- **Task description**
Set down exactly the lines of the listing below, please, beginning with the first and ending with the line that holds "Which roads connect".

- **Provided information**

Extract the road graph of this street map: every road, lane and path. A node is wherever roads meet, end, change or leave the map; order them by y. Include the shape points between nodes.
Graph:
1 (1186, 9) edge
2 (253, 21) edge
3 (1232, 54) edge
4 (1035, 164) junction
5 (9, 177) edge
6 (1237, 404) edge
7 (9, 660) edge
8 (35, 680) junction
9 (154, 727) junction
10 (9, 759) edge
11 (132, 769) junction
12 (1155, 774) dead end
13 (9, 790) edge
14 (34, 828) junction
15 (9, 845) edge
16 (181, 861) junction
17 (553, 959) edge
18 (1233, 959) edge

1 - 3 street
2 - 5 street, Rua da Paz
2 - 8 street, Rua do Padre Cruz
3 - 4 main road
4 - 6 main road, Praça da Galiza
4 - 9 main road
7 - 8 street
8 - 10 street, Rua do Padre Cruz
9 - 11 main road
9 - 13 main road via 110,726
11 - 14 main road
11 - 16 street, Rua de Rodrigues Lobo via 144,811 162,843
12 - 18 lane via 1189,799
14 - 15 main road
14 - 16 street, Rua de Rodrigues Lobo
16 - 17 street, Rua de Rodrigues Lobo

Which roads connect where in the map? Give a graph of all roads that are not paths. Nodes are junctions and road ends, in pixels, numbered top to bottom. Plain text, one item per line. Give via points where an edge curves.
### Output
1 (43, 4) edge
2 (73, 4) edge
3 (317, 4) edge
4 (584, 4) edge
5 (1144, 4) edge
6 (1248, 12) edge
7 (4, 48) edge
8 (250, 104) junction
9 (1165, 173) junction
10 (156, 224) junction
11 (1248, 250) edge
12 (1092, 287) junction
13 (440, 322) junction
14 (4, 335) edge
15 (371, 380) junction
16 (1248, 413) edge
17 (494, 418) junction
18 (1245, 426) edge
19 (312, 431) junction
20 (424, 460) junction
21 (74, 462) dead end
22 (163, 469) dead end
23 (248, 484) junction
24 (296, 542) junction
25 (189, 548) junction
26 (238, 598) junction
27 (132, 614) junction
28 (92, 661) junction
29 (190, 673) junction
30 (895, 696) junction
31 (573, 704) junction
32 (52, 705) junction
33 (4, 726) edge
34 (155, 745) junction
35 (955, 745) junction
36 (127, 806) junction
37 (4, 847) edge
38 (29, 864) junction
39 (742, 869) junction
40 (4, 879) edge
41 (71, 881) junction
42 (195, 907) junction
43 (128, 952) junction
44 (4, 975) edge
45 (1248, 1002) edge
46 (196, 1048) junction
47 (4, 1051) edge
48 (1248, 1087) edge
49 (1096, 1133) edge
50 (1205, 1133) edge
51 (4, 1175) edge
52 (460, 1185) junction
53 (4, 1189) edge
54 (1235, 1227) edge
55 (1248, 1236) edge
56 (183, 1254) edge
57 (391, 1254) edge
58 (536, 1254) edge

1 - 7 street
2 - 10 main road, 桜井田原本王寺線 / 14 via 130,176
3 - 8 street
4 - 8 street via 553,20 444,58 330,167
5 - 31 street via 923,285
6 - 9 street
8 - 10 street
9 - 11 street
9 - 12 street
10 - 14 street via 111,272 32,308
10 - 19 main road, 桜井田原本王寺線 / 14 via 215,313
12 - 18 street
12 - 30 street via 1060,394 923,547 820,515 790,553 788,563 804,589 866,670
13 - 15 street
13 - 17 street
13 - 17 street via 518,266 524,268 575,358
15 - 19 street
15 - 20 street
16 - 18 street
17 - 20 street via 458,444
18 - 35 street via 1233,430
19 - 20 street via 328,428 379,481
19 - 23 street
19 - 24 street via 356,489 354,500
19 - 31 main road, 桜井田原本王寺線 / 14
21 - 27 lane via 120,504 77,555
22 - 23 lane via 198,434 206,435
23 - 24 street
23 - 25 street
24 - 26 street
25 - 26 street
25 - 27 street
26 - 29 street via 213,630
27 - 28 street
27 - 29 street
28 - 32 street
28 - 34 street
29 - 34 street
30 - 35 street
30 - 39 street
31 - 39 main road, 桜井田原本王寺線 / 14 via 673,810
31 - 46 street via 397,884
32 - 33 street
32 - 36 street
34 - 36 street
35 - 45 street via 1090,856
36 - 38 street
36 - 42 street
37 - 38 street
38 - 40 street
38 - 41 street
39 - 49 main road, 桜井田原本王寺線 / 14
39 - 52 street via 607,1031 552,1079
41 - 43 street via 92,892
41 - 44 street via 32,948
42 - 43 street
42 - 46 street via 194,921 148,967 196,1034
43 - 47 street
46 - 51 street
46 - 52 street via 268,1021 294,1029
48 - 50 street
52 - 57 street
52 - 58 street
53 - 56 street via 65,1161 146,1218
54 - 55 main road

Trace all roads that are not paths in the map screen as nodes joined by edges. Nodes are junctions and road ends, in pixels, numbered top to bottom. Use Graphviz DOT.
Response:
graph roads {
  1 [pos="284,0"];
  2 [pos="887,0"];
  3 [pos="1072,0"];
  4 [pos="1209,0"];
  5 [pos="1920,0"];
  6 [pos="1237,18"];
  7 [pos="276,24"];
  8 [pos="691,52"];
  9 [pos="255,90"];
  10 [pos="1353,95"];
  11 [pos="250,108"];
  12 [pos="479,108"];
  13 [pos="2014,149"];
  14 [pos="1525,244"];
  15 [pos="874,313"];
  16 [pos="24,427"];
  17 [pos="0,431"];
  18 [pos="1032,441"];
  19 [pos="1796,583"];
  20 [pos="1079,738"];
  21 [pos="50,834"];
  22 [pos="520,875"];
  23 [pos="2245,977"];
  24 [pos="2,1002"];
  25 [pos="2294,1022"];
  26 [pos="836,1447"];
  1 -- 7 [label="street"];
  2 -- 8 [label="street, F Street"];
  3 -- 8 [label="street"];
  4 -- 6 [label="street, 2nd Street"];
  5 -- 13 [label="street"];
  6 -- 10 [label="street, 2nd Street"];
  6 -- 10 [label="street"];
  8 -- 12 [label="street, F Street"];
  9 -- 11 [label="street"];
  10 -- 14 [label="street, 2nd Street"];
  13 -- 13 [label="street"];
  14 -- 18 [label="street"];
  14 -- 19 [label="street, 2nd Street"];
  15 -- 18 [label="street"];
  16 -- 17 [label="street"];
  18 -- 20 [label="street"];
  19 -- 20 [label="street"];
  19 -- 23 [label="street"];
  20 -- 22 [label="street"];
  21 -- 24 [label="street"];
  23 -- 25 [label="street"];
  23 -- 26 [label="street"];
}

- **The completed task**
Extract the road graph of this street map: every road, lane and path. A node is wherever roads meet, end, change or leave the map; order them by y. Include the shape points between nodes.
Graph:
1 (1186, 9) edge
2 (253, 21) edge
3 (1232, 54) edge
4 (1035, 164) junction
5 (9, 177) edge
6 (1237, 404) edge
7 (9, 660) edge
8 (35, 680) junction
9 (154, 727) junction
10 (9, 759) edge
11 (132, 769) junction
12 (1155, 774) dead end
13 (9, 790) edge
14 (34, 828) junction
15 (9, 845) edge
16 (181, 861) junction
17 (553, 959) edge
18 (1233, 959) edge

1 - 3 street
2 - 5 street, Rua da Paz
2 - 8 street, Rua do Padre Cruz
3 - 4 main road
4 - 6 main road, Praça da Galiza
4 - 9 main road
7 - 8 street
8 - 10 street, Rua do Padre Cruz
9 - 11 main road
9 - 13 main road via 110,726
11 - 14 main road
11 - 16 street, Rua de Rodrigues Lobo via 144,811 162,843
12 - 18 lane via 1189,799
14 - 15 main road
14 - 16 street, Rua de Rodrigues Lobo
16 - 17 street, Rua de Rodrigues Lobo

Which roads connect where in the map? Give a graph of all roads that are not paths. Nodes are junctions and road ends, in pixels, numbered top to bottom. Plain text, one item per line. Give via points where an edge curves.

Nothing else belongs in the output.